23 września 2016 Usługi 0
ocieplenie poddasza pianką

Często stoję na przystankach, bo nie mam żadnego samochodu, więc komunikacja miejska jest mi znana od podszewki. Zawsze umilam sobie czas oczekiwania na autobus rozmowami z pasażerami, często stoją tam moi sąsiedzi i sobie opowiadamy różne rzeczy.

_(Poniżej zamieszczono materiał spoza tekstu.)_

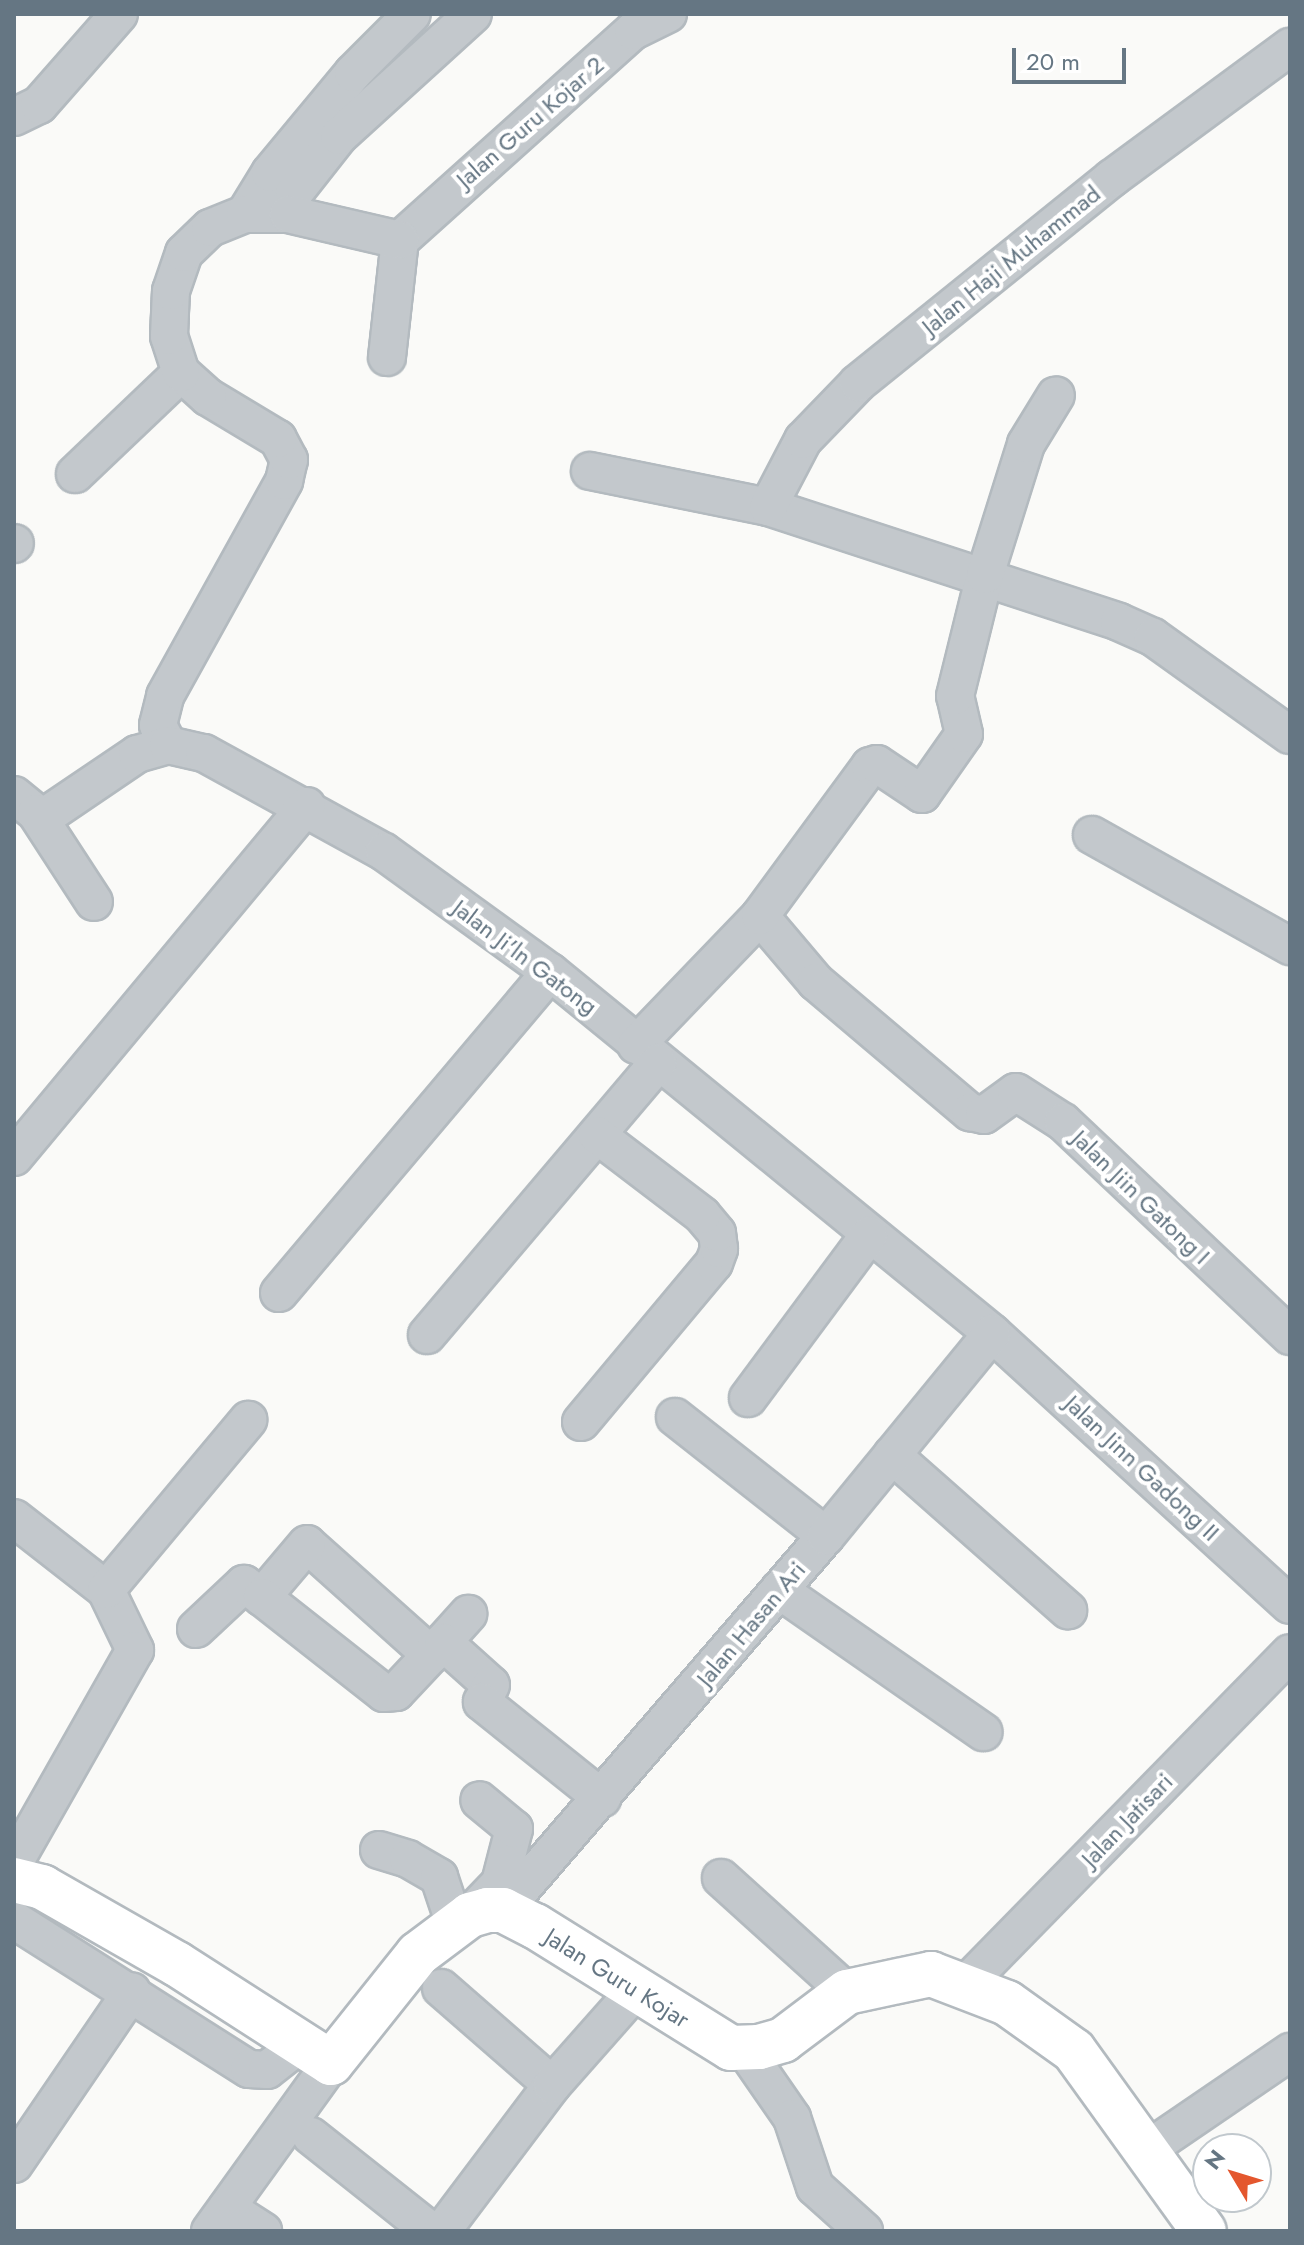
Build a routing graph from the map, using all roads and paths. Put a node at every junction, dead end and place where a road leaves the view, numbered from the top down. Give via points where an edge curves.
1 (119, 14) edge
2 (412, 14) edge
3 (473, 14) edge
4 (668, 14) edge
5 (1290, 47) edge
6 (14, 117) edge
7 (245, 214) junction
8 (288, 214) junction
9 (400, 240) junction
10 (387, 357) dead end
11 (181, 373) junction
12 (1056, 395) dead end
13 (590, 471) dead end
14 (75, 474) dead end
15 (768, 507) junction
16 (985, 575) junction
17 (1290, 735) edge
18 (168, 745) junction
19 (25, 804) edge
20 (306, 806) junction
21 (1092, 835) dead end
22 (94, 902) dead end
23 (760, 916) junction
24 (1290, 946) edge
25 (550, 972) junction
26 (647, 1054) junction
27 (597, 1135) junction
28 (14, 1157) edge
29 (869, 1235) junction
30 (279, 1293) dead end
31 (992, 1333) junction
32 (427, 1335) dead end
33 (1290, 1336) edge
34 (748, 1398) dead end
35 (675, 1417) dead end
36 (248, 1420) dead end
37 (581, 1422) dead end
38 (892, 1455) junction
39 (14, 1518) edge
40 (826, 1536) junction
41 (106, 1590) junction
42 (779, 1590) junction
43 (262, 1597) junction
44 (1290, 1605) edge
45 (1068, 1610) dead end
46 (468, 1614) dead end
47 (196, 1629) dead end
48 (437, 1648) junction
49 (1290, 1653) edge
50 (983, 1732) dead end
51 (602, 1798) junction
52 (479, 1800) dead end
53 (379, 1850) dead end
54 (14, 1863) edge
55 (721, 1878) dead end
56 (14, 1880) edge
57 (476, 1916) junction
58 (14, 1920) edge
59 (963, 1987) junction
60 (441, 1988) dead end
61 (636, 1990) junction
62 (132, 1991) junction
63 (847, 1992) junction
64 (745, 2050) junction
65 (1290, 2052) edge
66 (316, 2054) junction
67 (552, 2085) junction
68 (311, 2136) dead end
69 (1145, 2151) junction
70 (14, 2164) edge
71 (218, 2220) edge
72 (263, 2231) edge
73 (431, 2231) edge
74 (442, 2231) edge
75 (864, 2231) edge
76 (1204, 2231) edge

1 - 6 street via 39,105
2 - 7 street via 353,73 270,173
3 - 8 street via 339,136 294,193
4 - 9 street, Jalan Guru Kojar 2 via 633,31
5 - 15 street, Jalan Haji Muhammad via 1112,178 858,383 803,440
7 - 8 street
7 - 11 street via 210,228 184,253 171,291 169,336
8 - 9 street
9 - 10 street
11 - 14 street
11 - 18 street via 208,397 278,439 289,460 284,481 165,696 158,725
12 - 16 street via 1026,444
13 - 15 street
15 - 16 street
16 - 17 street via 1153,637
16 - 23 street via 955,696 964,734 922,794 877,764 870,766
18 - 19 street via 137,754 62,810
18 - 20 street, Jalan Ji'ln Gatong via 204,753
19 - 22 street
20 - 25 street, Jalan Ji'ln Gatong via 384,852
20 - 28 street
21 - 24 street
23 - 26 street
23 - 33 street, Jalan Jiin Gatong I via 816,982 951,1098 984,1115 1004,1096 1029,1096
25 - 26 street, Jalan Ji'ln Gatong
25 - 30 street
26 - 27 street
26 - 29 street, Jalan Ji'ln Gatong
27 - 32 street
27 - 37 street via 702,1215 717,1233 719,1249 714,1263
29 - 31 street, Jalan Ji'ln Gatong
29 - 34 street
31 - 38 street, Jalan Hasan Ari
31 - 44 street, Jalan Jinn Gadong II
35 - 40 street
36 - 41 street
38 - 40 street, Jalan Hasan Ari
38 - 45 street
39 - 41 street
40 - 42 street, Jalan Hasan Ari
41 - 54 street via 135,1650 134,1659
42 - 50 street
42 - 51 street, Jalan Hasan Ari
43 - 47 street via 244,1584
43 - 48 street via 384,1693 396,1692
43 - 48 street via 307,1544
46 - 48 street
48 - 51 street via 491,1685 482,1702
49 - 59 street, Jalan Jatisari
51 - 57 street, Jalan Hasan Ari
52 - 57 street via 514,1829 500,1883
53 - 57 street via 439,1877
55 - 63 street
56 - 66 street via 42,1887 177,1964
57 - 61 street, Jalan Guru Kojar
57 - 66 street via 399,1974
58 - 62 street
59 - 63 street via 931,1974
59 - 69 street via 1007,2003 1074,2051
60 - 67 street
61 - 64 street, Jalan Guru Kojar via 731,2048
61 - 67 street
62 - 66 street via 249,2069 267,2070
62 - 70 street
63 - 64 street via 797,2032
64 - 75 street via 792,2118 815,2187
65 - 69 street
66 - 71 street
67 - 74 street
68 - 73 street
69 - 76 street
71 - 72 street

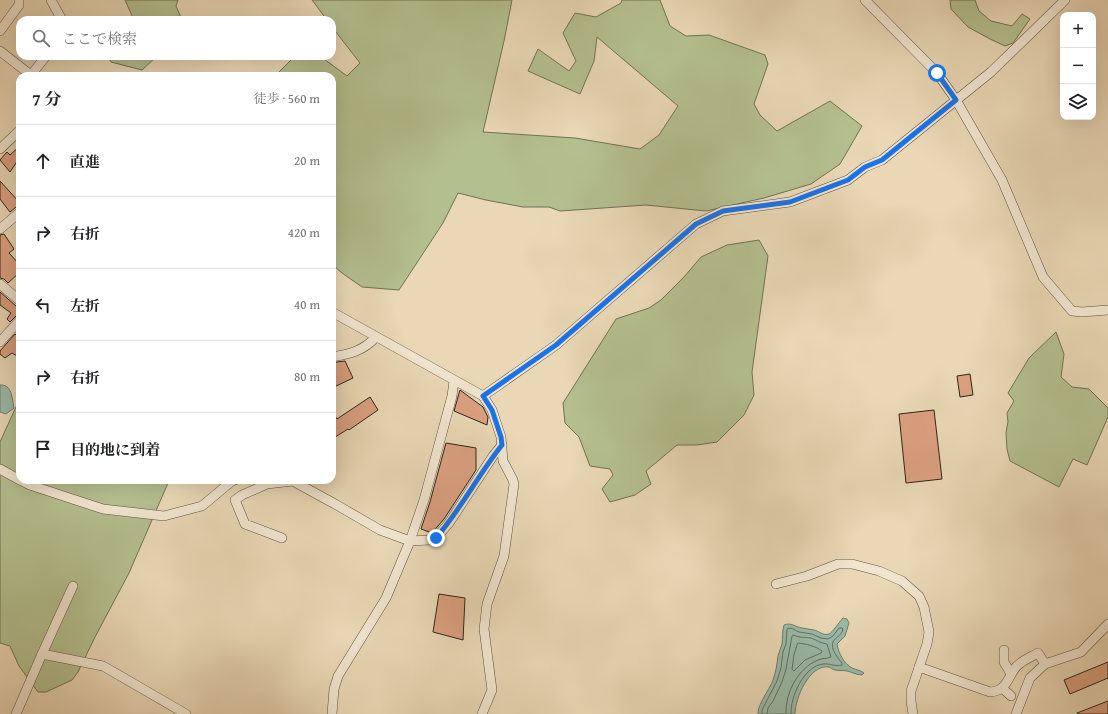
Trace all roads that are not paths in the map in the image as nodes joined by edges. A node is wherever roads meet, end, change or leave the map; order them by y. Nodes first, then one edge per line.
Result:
1 (19, 0) edge
2 (51, 0) edge
3 (865, 0) edge
4 (1065, 0) edge
5 (60, 16) edge
6 (0, 31) edge
7 (0, 51) edge
8 (43, 60) edge
9 (27, 72) edge
10 (35, 72) edge
11 (956, 100) junction
12 (16, 134) edge
13 (0, 149) edge
14 (16, 215) edge
15 (0, 229) edge
16 (0, 284) edge
17 (16, 298) edge
18 (1108, 310) edge
19 (336, 314) edge
20 (16, 324) edge
21 (376, 337) junction
22 (0, 342) edge
23 (336, 356) edge
24 (454, 381) junction
25 (483, 396) junction
26 (502, 445) junction
27 (0, 469) edge
28 (16, 478) edge
29 (27, 484) edge
30 (228, 484) edge
31 (263, 484) edge
32 (298, 484) edge
33 (282, 538) dead end
34 (410, 541) junction
35 (776, 584) dead end
36 (74, 586) dead end
37 (1108, 624) edge
38 (1004, 650) dead end
39 (42, 654) junction
40 (1045, 664) junction
41 (919, 667) junction
42 (1011, 674) junction
43 (1002, 688) junction
44 (1011, 696) dead end
45 (16, 714) edge
46 (186, 714) edge
47 (332, 714) edge
48 (482, 714) edge
49 (913, 714) edge
50 (1016, 714) edge

1 - 6 street
2 - 5 street
3 - 11 street
4 - 11 street
7 - 9 street
8 - 10 street
11 - 18 street
11 - 25 street
12 - 13 street
14 - 15 street
16 - 17 street
19 - 21 street
20 - 22 street
21 - 23 street
21 - 24 street
24 - 25 street
24 - 34 street
25 - 26 street
26 - 34 street
26 - 48 street
27 - 28 street
29 - 30 street
31 - 33 street
32 - 34 street
34 - 47 street
35 - 41 street
36 - 39 street
37 - 40 street
38 - 42 street
39 - 45 street
39 - 46 street
40 - 42 street
40 - 50 street
41 - 43 street
41 - 49 street
42 - 43 street
43 - 44 street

Ocieplenie poddasza pianką i nudna rozmowa

ocieplenie poddasza piankąNajczęściej, są to gadki o pogodzie, standardowo. Jednak kiedyś podszedł do mnie jakiś facet i dosłownie mnie zanudzał. Opowiadał, że jest mi potrzebna izolacja poddasza pianką, bo coś tam mu się nie podoba. Chwilę z nim o tym porozmawiałam, jednak on nie opuszczał tego tematu. Później znów rozprawiał, jakie to izolacje natryskowe nie są drogie, no ale jego stać, więc musi sobie taką sprawić. Nie widział w ogóle, że jestem mało zaciekawiona rozmową. Nie interesuje mnie ocieplanie poddasza pianką, a ten dalej swoje. Potem już mu tylko przytakiwałam. Kiedy nadal nie kończył, powiedziałam, że izolacja pianką, to nie jest chyba zbyt ciekawy temat, bo kiedy to raczej nie interesuje. Trochę coś pomarudził pod nosem, i dalej coś o budowie gadał. Myślałam, że tam nie wytrzymam. Na dodatek byłam tam sama. Jak na złość, żadnej z moich sąsiadek, ani żadnej koleżanki. Szału tam dostawałam, zwłaszcza, że autobus się tradycyjnie spóźniał, i musiałam z nim spędzić jeszcze więcej czasu. Później opowiadał coś o jakichś spawarkach i dachach. O mało bym go nie zdzieliła w ten głupi łeb. Co mnie to obchodziło. Chyba gość nie miał się komu wygadać już od bardzo dawna. Nie dziwię się, bo jest tak nudny, że chyba nikomu nie chciało się go słuchać. Do tego, gdy ja chciałam zmienić temat, on zaraz nakierowywał z powrotem na swój. Takiego natrętnego człowieka to już dawno nie widziałam. Tak jak ci, co pieniądze wyciągają na dworcach, i jak się nie chce im dać, to chodzą za tobą i jęczą. Mojego środka transportu nadal nie było, ale w końcu przyszło jakieś wybawienie.

Nadeszła moja stara znajoma. Uradowałam się na jej widok, jak chyba nigdy. Aż się zdziwiła, co ja się tak cieszę, przecież tydzień temu się widziałyśmy. Jak jej opowiedziałam o tym facecie, to śmieje się ze mnie do dzisiaj, że takich mam fajnych rozmówców.